TASK OBJECTIVE> Look over the material below and count the lines that include "wherever". Give only the total.

▬▬▬▬▬▬▬▬▬▬

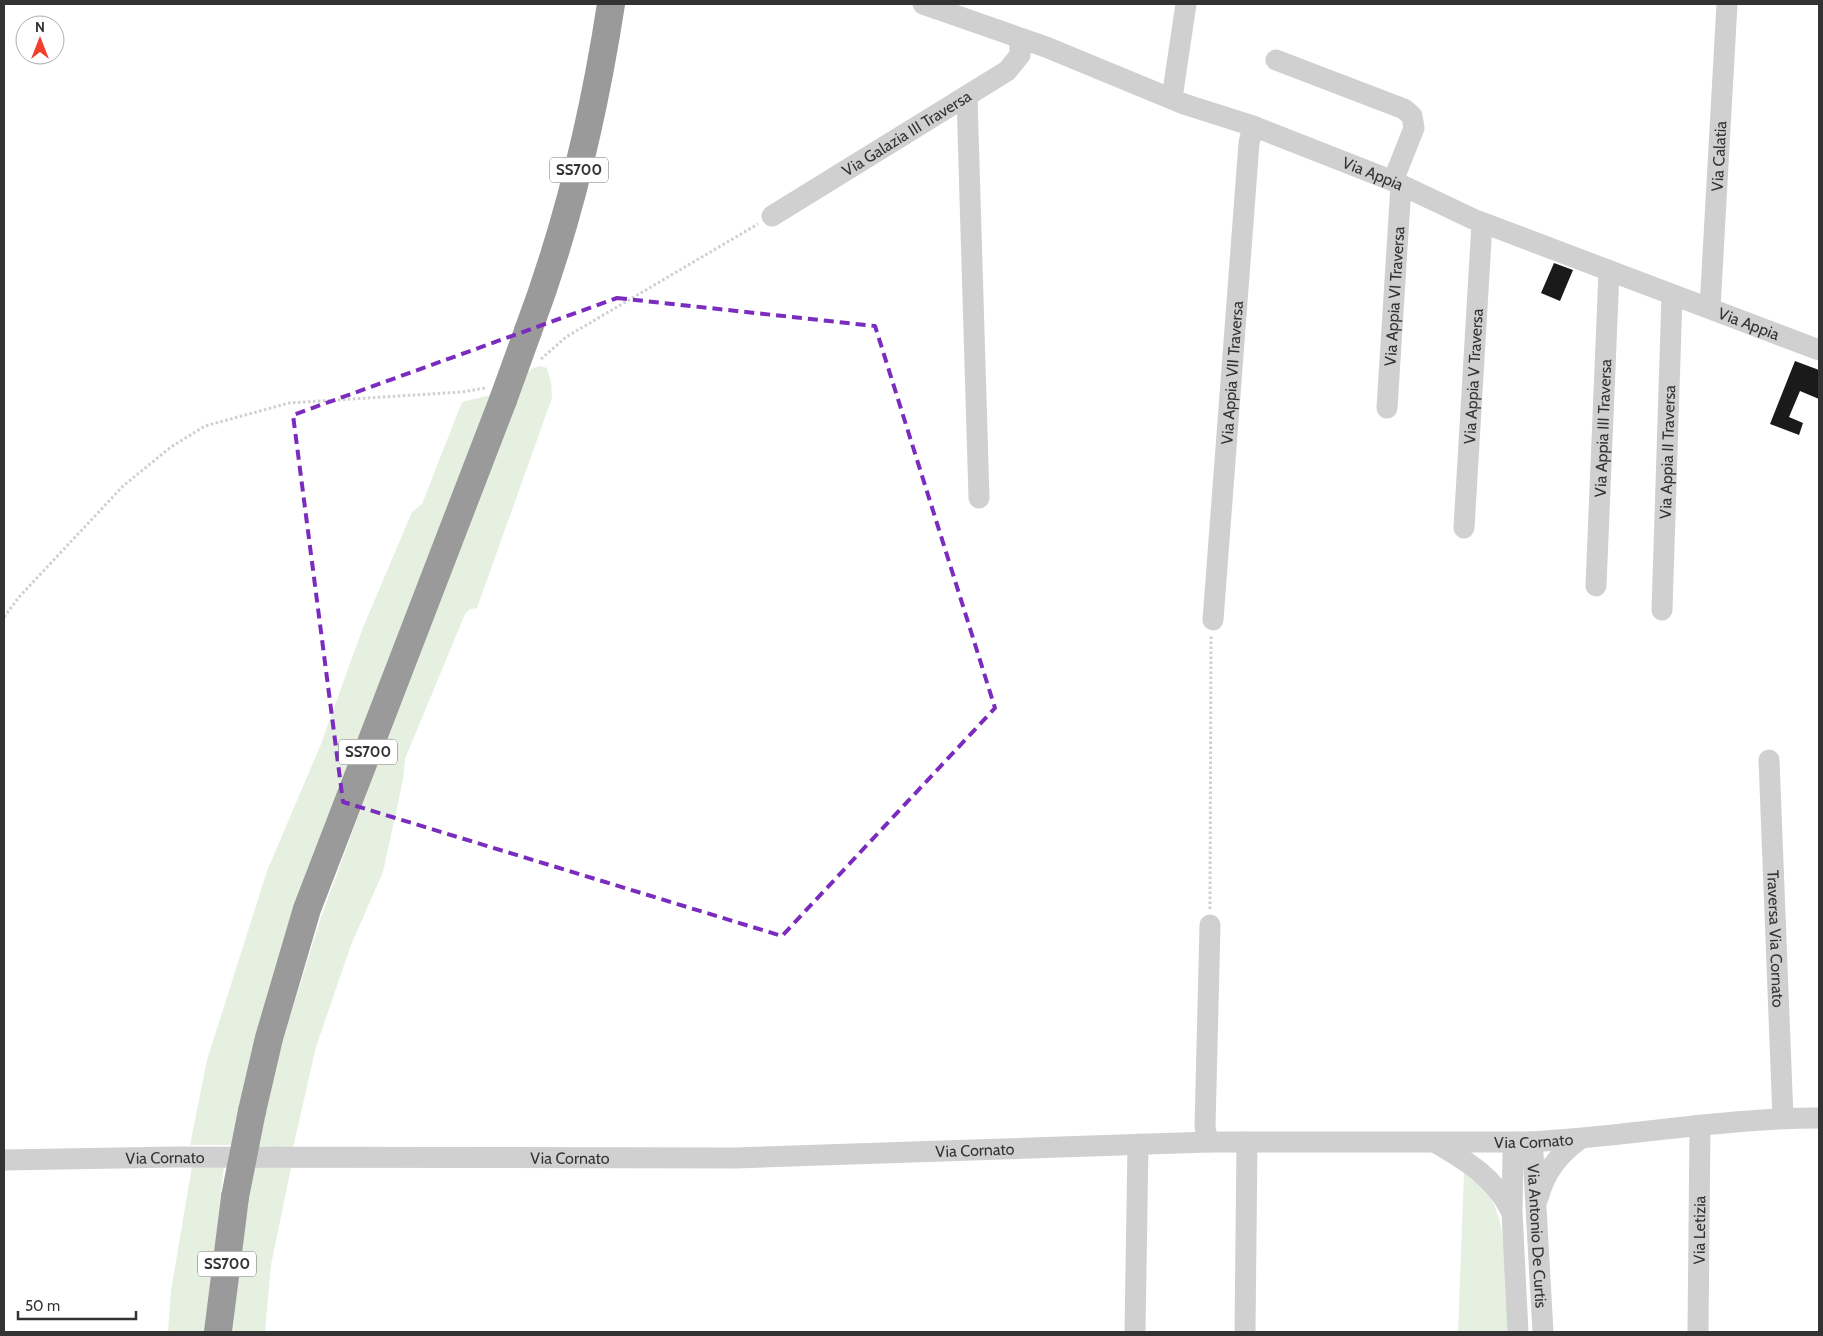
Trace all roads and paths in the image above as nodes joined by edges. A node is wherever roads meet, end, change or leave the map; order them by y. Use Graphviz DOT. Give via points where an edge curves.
graph roads {
  1 [pos="611,4"];
  2 [pos="923,4"];
  3 [pos="1186,4"];
  4 [pos="1726,4"];
  5 [pos="1020,38"];
  6 [pos="1276,60"];
  7 [pos="967,97"];
  8 [pos="1172,98"];
  9 [pos="1253,126"];
  10 [pos="1397,183"];
  11 [pos="772,216"];
  12 [pos="1482,223"];
  13 [pos="1609,271"];
  14 [pos="1672,295"];
  15 [pos="1710,308"];
  16 [pos="1819,350"];
  17 [pos="537,361"];
  18 [pos="496,394"];
  19 [pos="1387,408"];
  20 [pos="979,498"];
  21 [pos="1464,528"];
  22 [pos="1596,586"];
  23 [pos="1662,610"];
  24 [pos="4,617"];
  25 [pos="1213,620"];
  26 [pos="1769,760"];
  27 [pos="1210,925"];
  28 [pos="1783,1118"];
  29 [pos="1819,1118"];
  30 [pos="1700,1126"];
  31 [pos="1580,1139"];
  32 [pos="1208,1142"];
  33 [pos="1247,1142"];
  34 [pos="1436,1142"];
  35 [pos="1522,1142"];
  36 [pos="1138,1144"];
  37 [pos="4,1160"];
  38 [pos="1536,1206"];
  39 [pos="1512,1212"];
  40 [pos="218,1332"];
  41 [pos="1135,1332"];
  42 [pos="1245,1332"];
  43 [pos="1518,1332"];
  44 [pos="1543,1332"];
  45 [pos="1698,1332"];
  1 -- 18 [label="highway, SS700, bridge" via="576,182 545,286 528,330"];
  2 -- 5 [label="street, Via Appia"];
  3 -- 8 [label="street"];
  4 -- 15 [label="street, Via Calatia"];
  5 -- 7 [label="street, Via Galazia III Traversa" via="1020,55 1007,71"];
  5 -- 8 [label="street, Via Appia"];
  6 -- 10 [label="street, Via Appia VI Traversa" via="1404,109 1412,116 1414,128"];
  7 -- 11 [label="street, Via Galazia III Traversa"];
  7 -- 20 [label="street"];
  8 -- 9 [label="street, Via Appia"];
  9 -- 10 [label="street, Via Appia"];
  9 -- 25 [label="street, Via Appia VII Traversa" via="1249,143"];
  10 -- 12 [label="street, Via Appia"];
  10 -- 19 [label="street, Via Appia VI Traversa"];
  11 -- 17 [label="path" via="566,337"];
  12 -- 13 [label="street, Via Appia"];
  12 -- 21 [label="street, Via Appia V Traversa"];
  13 -- 14 [label="street, Via Appia"];
  13 -- 22 [label="street, Via Appia III Traversa"];
  14 -- 15 [label="street, Via Appia"];
  14 -- 23 [label="street, Via Appia II Traversa"];
  15 -- 16 [label="street, Via Appia"];
  18 -- 24 [label="path" via="462,392 289,403 205,426 172,446 123,486"];
  18 -- 40 [label="highway, SS700, bridge" via="307,909 269,1038 252,1111 235,1197"];
  25 -- 27 [label="path" via="1210,644"];
  26 -- 28 [label="street, Traversa Via Cornato"];
  27 -- 32 [label="street"];
  28 -- 29 [label="street, Via Cornato"];
  28 -- 30 [label="street, Via Cornato"];
  30 -- 31 [label="street, Via Cornato"];
  30 -- 45 [label="street, Via Letizia"];
  31 -- 35 [label="street, Via Cornato"];
  31 -- 38 [label="street" via="1565,1150 1543,1179"];
  32 -- 33 [label="street, Via Cornato"];
  32 -- 36 [label="street, Via Cornato"];
  33 -- 34 [label="street, Via Cornato"];
  33 -- 42 [label="street"];
  34 -- 35 [label="street, Via Cornato"];
  34 -- 39 [label="street, Via Antonio De Curtis" via="1468,1161 1488,1178 1504,1195"];
  35 -- 38 [label="street, Via Antonio De Curtis" via="1533,1154"];
  35 -- 39 [label="street, Via Antonio De Curtis" via="1513,1153"];
  36 -- 37 [label="street, Via Cornato" via="736,1158 177,1157"];
  36 -- 41 [label="street"];
  38 -- 44 [label="street, Via Antonio De Curtis"];
  39 -- 43 [label="street, Via Antonio De Curtis"];
}
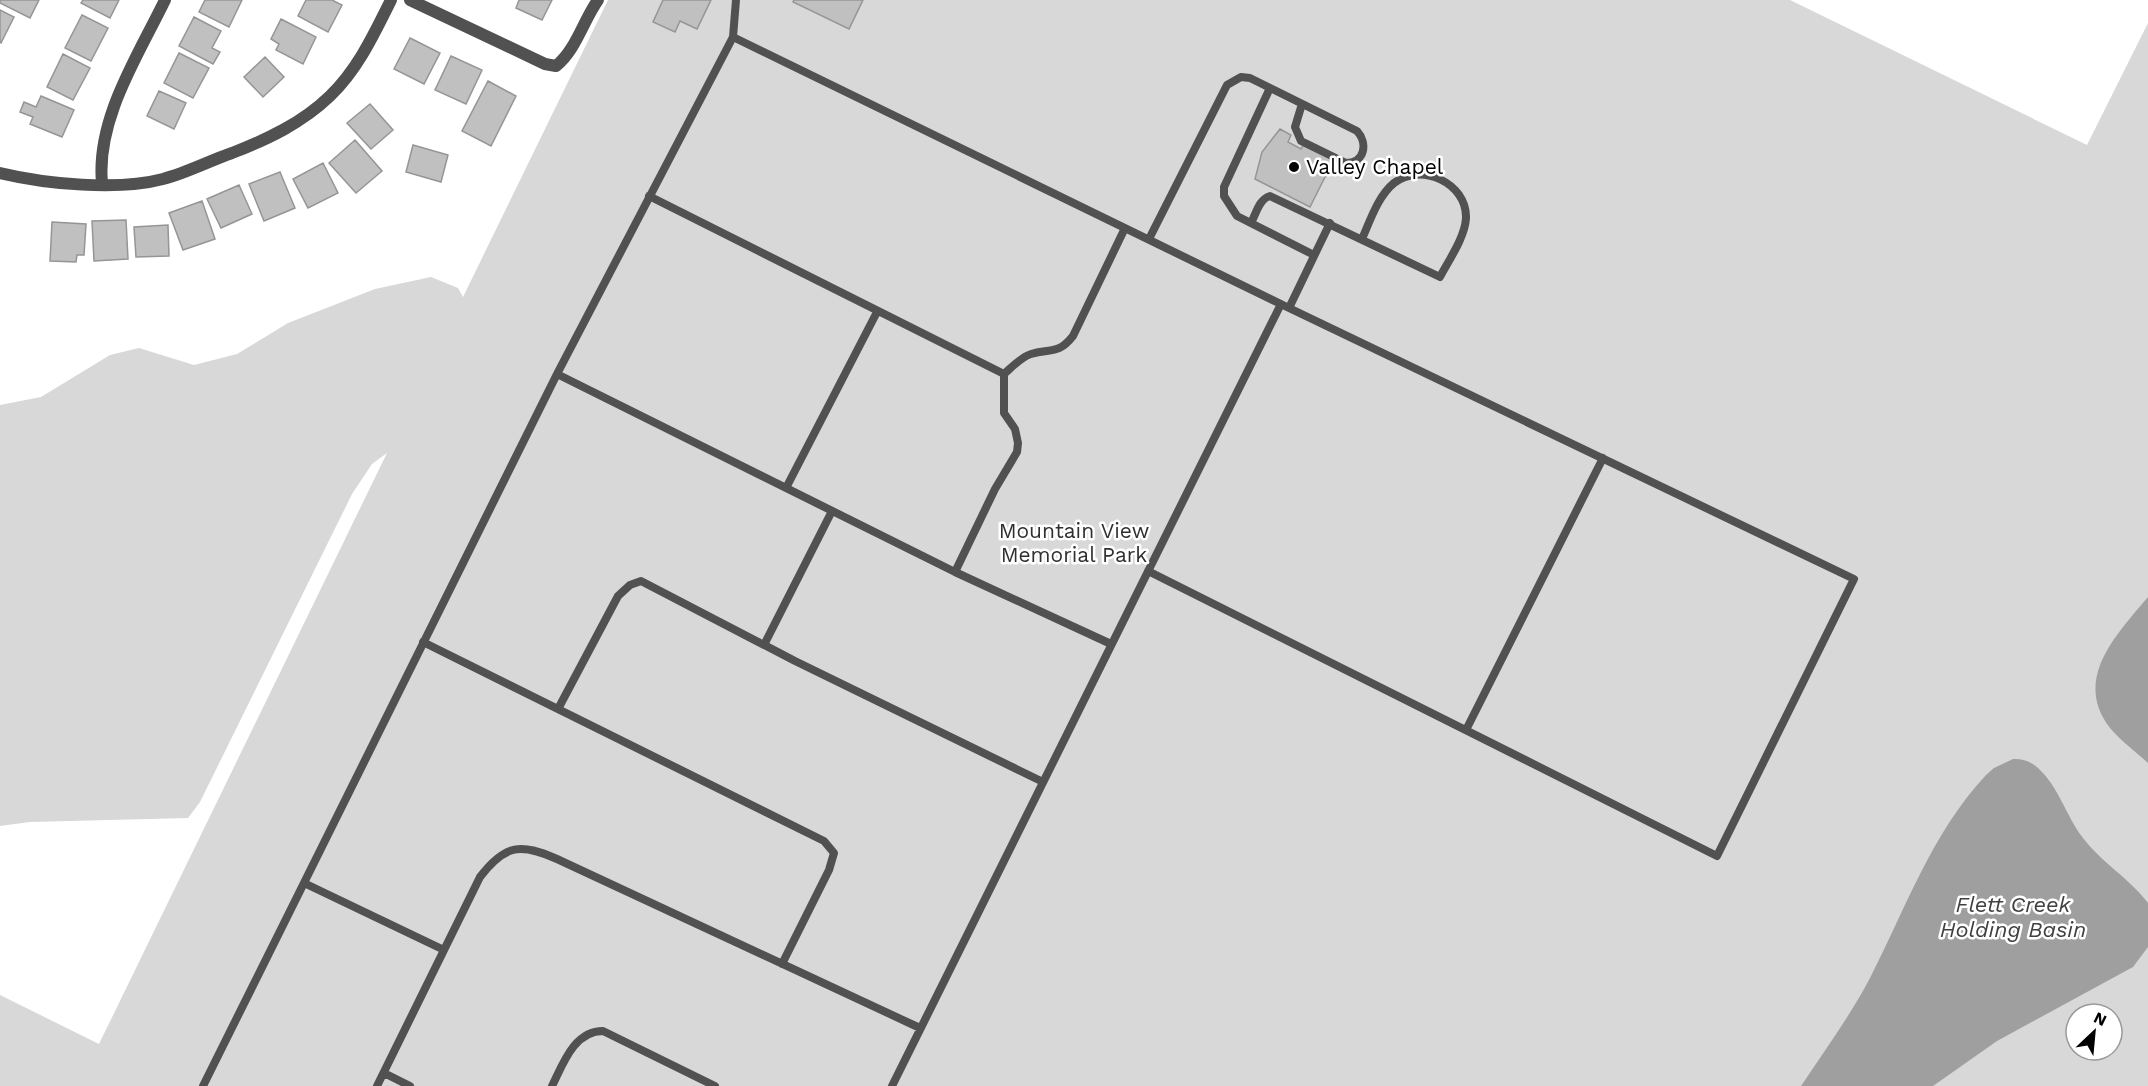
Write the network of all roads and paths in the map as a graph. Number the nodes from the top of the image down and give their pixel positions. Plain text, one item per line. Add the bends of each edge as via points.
1 (165, 0) edge
2 (391, 0) edge
3 (410, 0) edge
4 (598, 0) edge
5 (736, 0) edge
6 (733, 36) junction
7 (1270, 88) junction
8 (1302, 104) junction
9 (0, 173) edge
10 (102, 183) junction
11 (649, 196) junction
12 (1251, 223) junction
13 (1330, 224) junction
14 (1125, 228) junction
15 (1149, 239) junction
16 (1362, 239) junction
17 (1314, 255) junction
18 (1281, 304) junction
19 (1289, 308) junction
20 (877, 312) junction
21 (557, 374) junction
22 (1004, 374) junction
23 (1603, 458) junction
24 (786, 488) junction
25 (832, 511) junction
26 (1148, 571) junction
27 (955, 572) junction
28 (423, 642) junction
29 (1111, 644) junction
30 (764, 645) junction
31 (558, 710) junction
32 (1466, 730) junction
33 (1043, 782) junction
34 (304, 883) junction
35 (444, 950) junction
36 (782, 964) junction
37 (920, 1028) junction
38 (384, 1073) junction
39 (203, 1086) edge
40 (377, 1086) edge
41 (410, 1086) edge
42 (552, 1086) edge
43 (715, 1086) edge
44 (892, 1086) edge

1 - 10 street via 111,117 104,143
2 - 10 street via 354,68 331,95 285,129 164,179
3 - 4 street via 556,66 567,57
5 - 6 lane
6 - 11 lane
6 - 14 lane
7 - 8 lane
7 - 12 lane via 1224,187 1229,206 1237,216
7 - 15 lane via 1241,77 1227,84
8 - 8 lane via 1357,130 1364,144 1359,159 1346,163 1302,141 1295,127
9 - 10 street via 47,183
11 - 20 lane
11 - 21 lane
12 - 13 lane via 1261,203 1270,196
12 - 17 lane
13 - 16 lane
13 - 17 lane
14 - 15 lane
14 - 22 lane via 1065,346 1029,354
15 - 18 lane
16 - 16 lane via 1440,277 1465,224 1461,198 1438,178 1422,174 1405,177 1388,189
17 - 19 lane
18 - 19 lane
18 - 26 lane
19 - 23 lane
20 - 22 lane
20 - 24 lane
21 - 24 lane
21 - 28 lane
22 - 27 lane via 1004,413 1015,429 1017,452
23 - 32 lane
23 - 32 lane via 1854,579 1717,856
24 - 25 lane
25 - 27 lane
25 - 30 lane
26 - 29 lane
26 - 32 lane
27 - 29 lane
28 - 31 lane
28 - 34 lane
29 - 33 lane
30 - 31 lane via 641,581 618,596
30 - 33 lane
31 - 36 lane via 824,841 834,853 829,870
33 - 37 lane
34 - 35 lane
34 - 39 lane
35 - 36 lane via 489,864 507,850 528,848
35 - 38 lane
36 - 37 lane
37 - 44 lane
38 - 40 lane
38 - 41 lane
42 - 43 lane via 575,1045 589,1034 603,1031

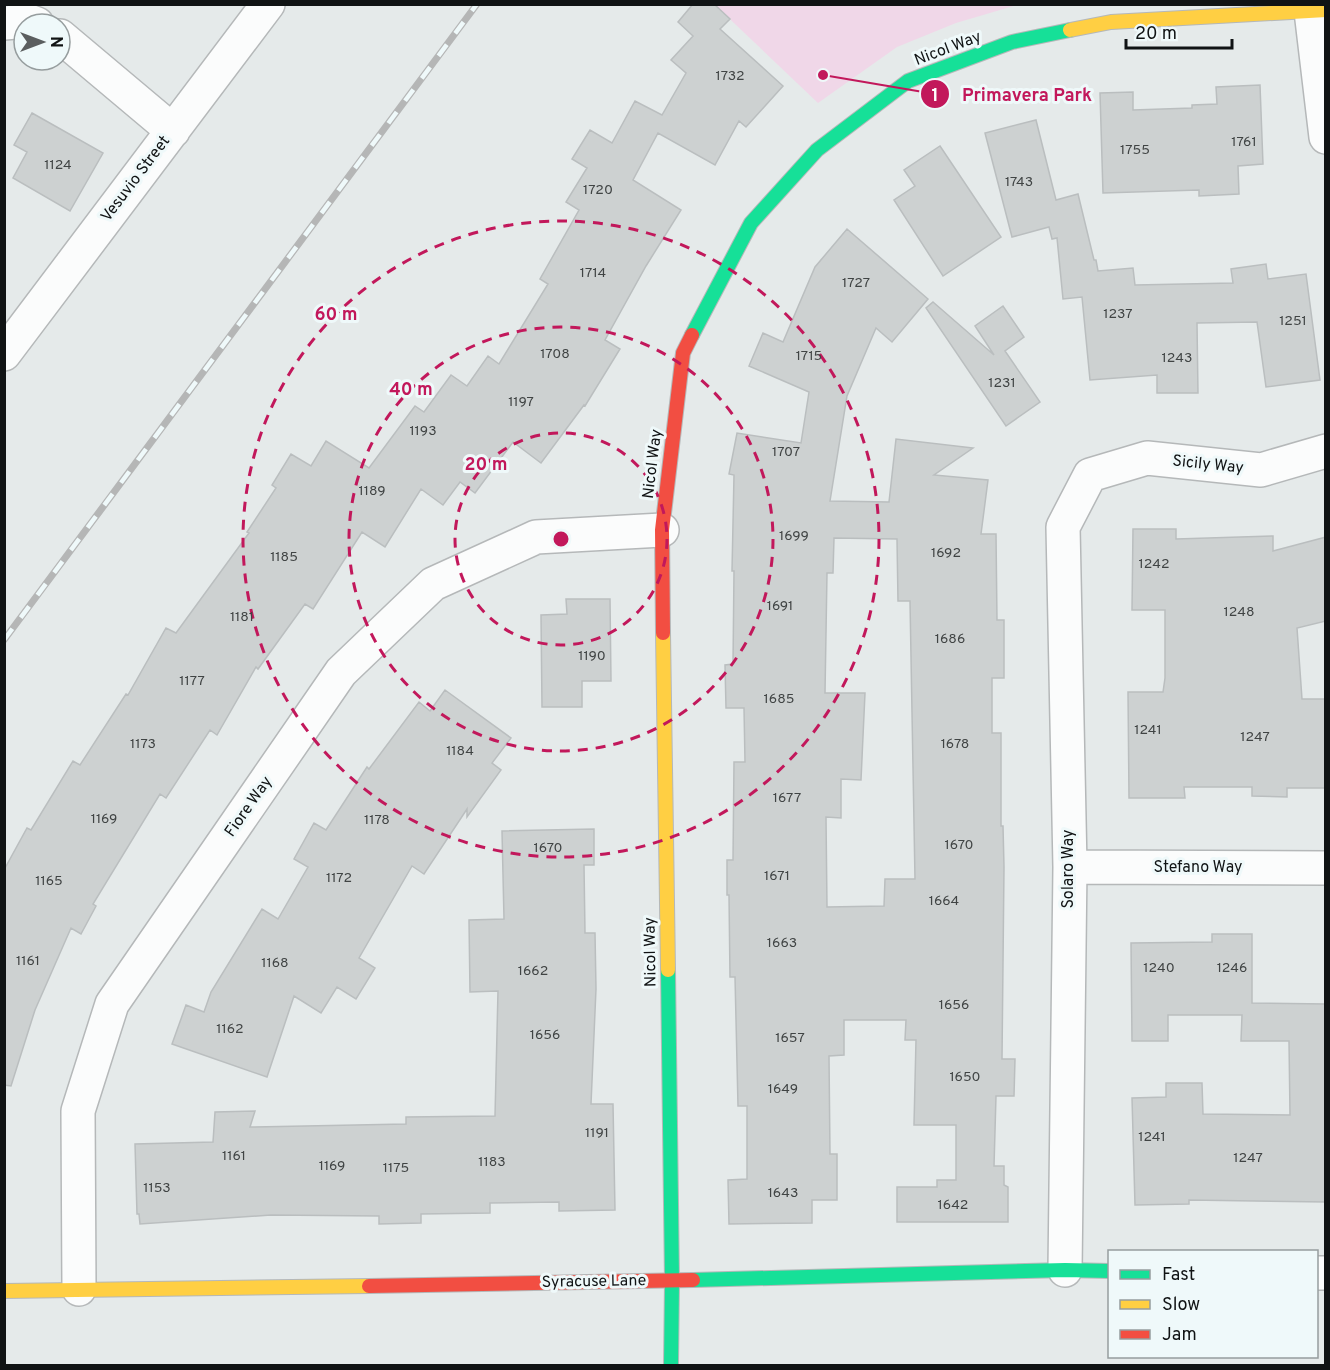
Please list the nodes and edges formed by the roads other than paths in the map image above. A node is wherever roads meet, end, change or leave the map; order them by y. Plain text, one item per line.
1 (268, 4) edge
2 (1318, 11) edge
3 (72, 46) edge
4 (173, 131) junction
5 (1326, 137) edge
6 (4, 354) edge
7 (1326, 451) edge
8 (1090, 475) joint
9 (662, 530) junction
10 (1070, 867) junction
11 (1326, 868) edge
12 (1065, 1270) junction
13 (1108, 1271) edge
14 (672, 1281) junction
15 (79, 1289) junction
16 (4, 1291) edge
17 (671, 1365) edge

1 - 4 street, Vesuvio Street
2 - 5 street
2 - 9 street, Nicol Way
3 - 4 street
4 - 6 street, Vesuvio Street
7 - 8 street, Sicily Way
8 - 10 street, Solaro Way
9 - 14 street, Nicol Way
9 - 15 street, Fiore Way
10 - 11 street, Stefano Way
10 - 12 street, Solaro Way
12 - 13 street, Syracuse Lane
12 - 14 street, Syracuse Lane
14 - 15 street, Syracuse Lane
14 - 17 street, Nicol Way
15 - 16 street, Syracuse Lane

▬▬▬▬▬▬▬▬▬▬

RESULT FOR THIS EXERCISE> 2